The reply must consist of the lines from the first line of the records through the line containing "0 #543) drop-shadow(-1px", copied exactly, with every picture omitted.

[Collection entries]
[Start of section]
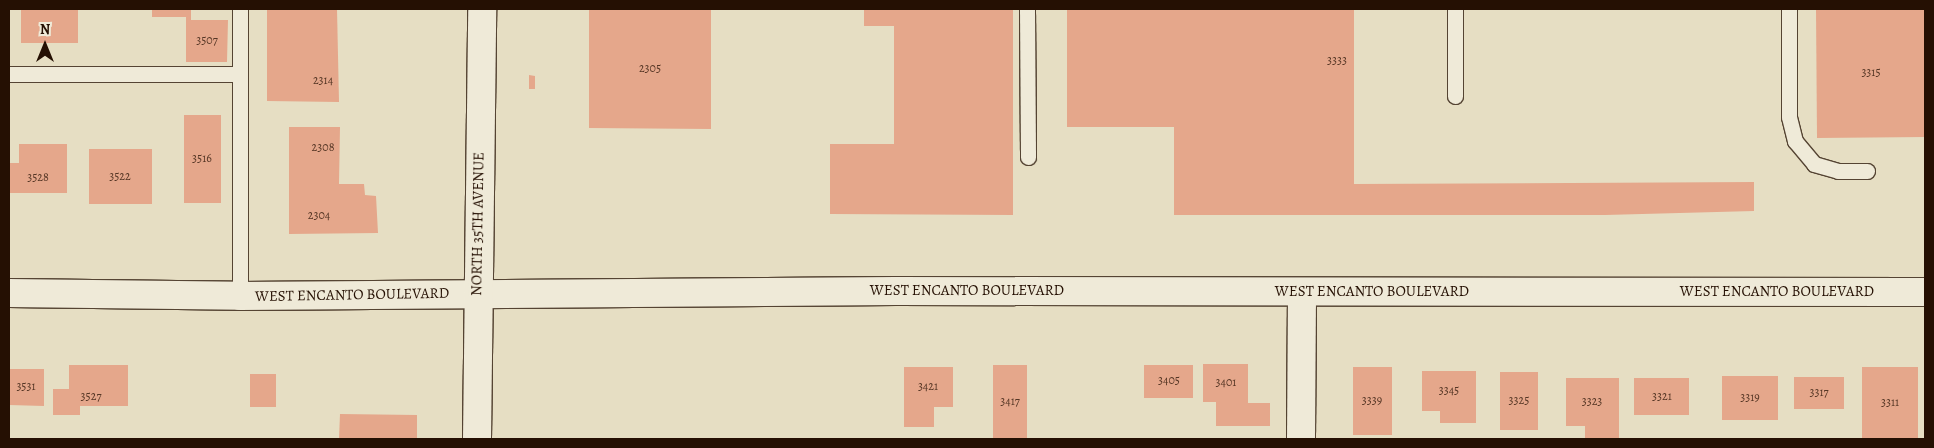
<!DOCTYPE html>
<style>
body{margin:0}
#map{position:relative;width:1934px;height:448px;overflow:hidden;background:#e6dec3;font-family:Alegreya,serif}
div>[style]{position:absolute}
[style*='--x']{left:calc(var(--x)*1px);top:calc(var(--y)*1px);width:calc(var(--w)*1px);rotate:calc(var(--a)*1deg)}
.building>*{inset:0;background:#e5a78b}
.roads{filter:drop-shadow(1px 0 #543) drop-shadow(-1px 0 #543) drop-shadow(0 1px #543) drop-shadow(0 -1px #543)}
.lane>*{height:15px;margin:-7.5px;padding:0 7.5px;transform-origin:7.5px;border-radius:7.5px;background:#efead8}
.street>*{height:28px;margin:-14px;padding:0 14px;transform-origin:14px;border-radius:14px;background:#efead8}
.secondary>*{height:28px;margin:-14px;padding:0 14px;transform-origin:14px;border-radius:14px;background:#efead8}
span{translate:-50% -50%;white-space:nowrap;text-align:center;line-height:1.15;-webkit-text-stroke:4.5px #efead8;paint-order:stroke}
.number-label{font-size:12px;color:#553625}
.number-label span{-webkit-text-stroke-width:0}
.street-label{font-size:15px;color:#251003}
.frame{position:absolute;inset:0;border:10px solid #251003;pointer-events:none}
.north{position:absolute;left:20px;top:20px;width:50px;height:50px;-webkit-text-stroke:4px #efead8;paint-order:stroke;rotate:0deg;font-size:14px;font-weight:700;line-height:20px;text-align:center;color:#251003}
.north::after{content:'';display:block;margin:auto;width:18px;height:22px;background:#251003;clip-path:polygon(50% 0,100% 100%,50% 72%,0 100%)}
</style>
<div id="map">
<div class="building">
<i style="clip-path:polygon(21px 9px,78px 9px,78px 43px,21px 43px)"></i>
<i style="clip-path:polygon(152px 9px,191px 9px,191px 20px,228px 20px,227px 62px,186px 62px,186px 17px,152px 17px)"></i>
<i style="clip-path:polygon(267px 9px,337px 9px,339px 102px,267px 101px)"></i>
<i style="clip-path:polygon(589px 9px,711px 9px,711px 129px,589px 128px)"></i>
<i style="clip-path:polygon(864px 9px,1013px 9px,1013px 215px,830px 214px,830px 144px,894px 144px,894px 26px,864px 26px)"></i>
<i style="clip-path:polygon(1067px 9px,1354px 9px,1354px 184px,1754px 182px,1754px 211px,1605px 215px,1174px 215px,1174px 127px,1067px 127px)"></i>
<i style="clip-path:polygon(1816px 9px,1925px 9px,1925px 137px,1817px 138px)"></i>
<i style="clip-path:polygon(529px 75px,535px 76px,535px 89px,529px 89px)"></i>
<i style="clip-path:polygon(184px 115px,221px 115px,221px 203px,184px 203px)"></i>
<i style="clip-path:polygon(289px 127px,340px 127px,339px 184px,364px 184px,365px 195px,376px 196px,378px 233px,289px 234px)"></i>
<i style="clip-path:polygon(19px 144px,67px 144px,67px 193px,9px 193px,9px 163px,19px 163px)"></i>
<i style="clip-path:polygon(89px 149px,152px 149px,152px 204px,89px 204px)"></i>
<i style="clip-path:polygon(1203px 364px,1248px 364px,1248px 403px,1270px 403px,1270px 426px,1216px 426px,1216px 402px,1203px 402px)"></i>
<i style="clip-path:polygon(69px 365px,128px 365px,128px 406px,80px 406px,80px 415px,53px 415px,53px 389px,69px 389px)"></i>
<i style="clip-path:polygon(993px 365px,1027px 365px,1027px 439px,993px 439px)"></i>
<i style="clip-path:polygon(1144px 365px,1193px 365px,1193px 398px,1144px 398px)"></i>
<i style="clip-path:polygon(904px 367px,953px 367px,953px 407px,934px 407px,934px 427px,904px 427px)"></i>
<i style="clip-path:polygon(1353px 367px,1392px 367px,1392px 435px,1353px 435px)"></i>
<i style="clip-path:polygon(1862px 367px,1918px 367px,1918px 439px,1862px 439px)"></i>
<i style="clip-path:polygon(9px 369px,44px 369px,44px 406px,9px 405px)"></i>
<i style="clip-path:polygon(1422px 371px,1476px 371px,1476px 423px,1440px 423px,1440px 411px,1422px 411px)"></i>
<i style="clip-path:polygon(1500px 372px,1538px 372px,1538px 430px,1500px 430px)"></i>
<i style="clip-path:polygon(250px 374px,276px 374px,276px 407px,250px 407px)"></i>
<i style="clip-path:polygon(1722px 376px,1778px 376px,1778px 420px,1722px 420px)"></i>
<i style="clip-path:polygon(1794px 377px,1844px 377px,1844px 409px,1794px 409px)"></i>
<i style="clip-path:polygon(1566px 378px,1619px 378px,1619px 439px,1585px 439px,1585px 426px,1566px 426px)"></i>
<i style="clip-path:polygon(1634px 378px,1689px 378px,1689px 415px,1634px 415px)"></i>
<i style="clip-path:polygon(340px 414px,417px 415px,417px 439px,339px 439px)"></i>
</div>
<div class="roads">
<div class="lane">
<i style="--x:1027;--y:9;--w:148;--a:89.6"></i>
<i style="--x:1455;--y:9;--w:87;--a:90"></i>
<i style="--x:1789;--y:9;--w:108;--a:90"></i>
<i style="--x:1789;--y:117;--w:25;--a:76"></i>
<i style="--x:1795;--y:141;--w:30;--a:50"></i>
<i style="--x:1814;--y:164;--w:25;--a:16"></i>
<i style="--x:1838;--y:171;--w:29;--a:0"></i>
<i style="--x:9;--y:74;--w:231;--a:0"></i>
<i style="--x:240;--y:296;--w:287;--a:-90"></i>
</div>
<div class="street">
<i style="--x:1301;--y:439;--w:147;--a:-89.6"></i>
</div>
<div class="secondary">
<i style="--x:9;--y:293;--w:231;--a:0.7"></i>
<i style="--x:240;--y:296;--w:656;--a:-0.44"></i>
<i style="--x:896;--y:291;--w:1029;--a:0.06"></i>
<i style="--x:477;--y:439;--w:430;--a:-89.3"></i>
</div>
</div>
<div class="number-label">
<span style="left:207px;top:41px">3507</span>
<span style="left:1337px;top:61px">3333</span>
<span style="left:650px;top:69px">2305</span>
<span style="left:1871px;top:73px">3315</span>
<span style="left:323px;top:81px">2314</span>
<span style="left:323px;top:148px">2308</span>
<span style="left:202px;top:159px">3516</span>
<span style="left:120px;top:177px">3522</span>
<span style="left:38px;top:178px">3528</span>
<span style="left:319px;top:216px">2304</span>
<span style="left:1169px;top:381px">3405</span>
<span style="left:1226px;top:383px">3401</span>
<span style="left:26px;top:387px">3531</span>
<span style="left:928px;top:387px">3421</span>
<span style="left:1449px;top:391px">3345</span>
<span style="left:1819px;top:393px">3317</span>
<span style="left:91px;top:397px">3527</span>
<span style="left:1662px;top:397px">3321</span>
<span style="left:1750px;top:398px">3319</span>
<span style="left:1372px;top:401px">3339</span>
<span style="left:1519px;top:401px">3325</span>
<span style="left:1010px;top:402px">3417</span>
<span style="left:1592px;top:402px">3323</span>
<span style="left:1890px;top:403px">3311</span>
</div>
<div class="street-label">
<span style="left:478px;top:224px;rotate:-89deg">NORTH 35TH AVENUE</span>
<span style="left:967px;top:291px">WEST ENCANTO BOULEVARD</span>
<span style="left:1372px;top:292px">WEST ENCANTO BOULEVARD</span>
<span style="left:1777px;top:292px">WEST ENCANTO BOULEVARD</span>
<span style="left:352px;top:295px;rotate:-1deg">WEST ENCANTO BOULEVARD</span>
</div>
<div class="frame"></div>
<div class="north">N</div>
</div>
[End of section]
### Answer for this exercise
<!DOCTYPE html>
<style>
body{margin:0}
#map{position:relative;width:1934px;height:448px;overflow:hidden;background:#e6dec3;font-family:Alegreya,serif}
div>[style]{position:absolute}
[style*='--x']{left:calc(var(--x)*1px);top:calc(var(--y)*1px);width:calc(var(--w)*1px);rotate:calc(var(--a)*1deg)}
.building>*{inset:0;background:#e5a78b}
.roads{filter:drop-shadow(1px 0 #543) drop-shadow(-1px 0 #543) drop-shadow(0 1px #543) drop-shadow(0 -1px #543)}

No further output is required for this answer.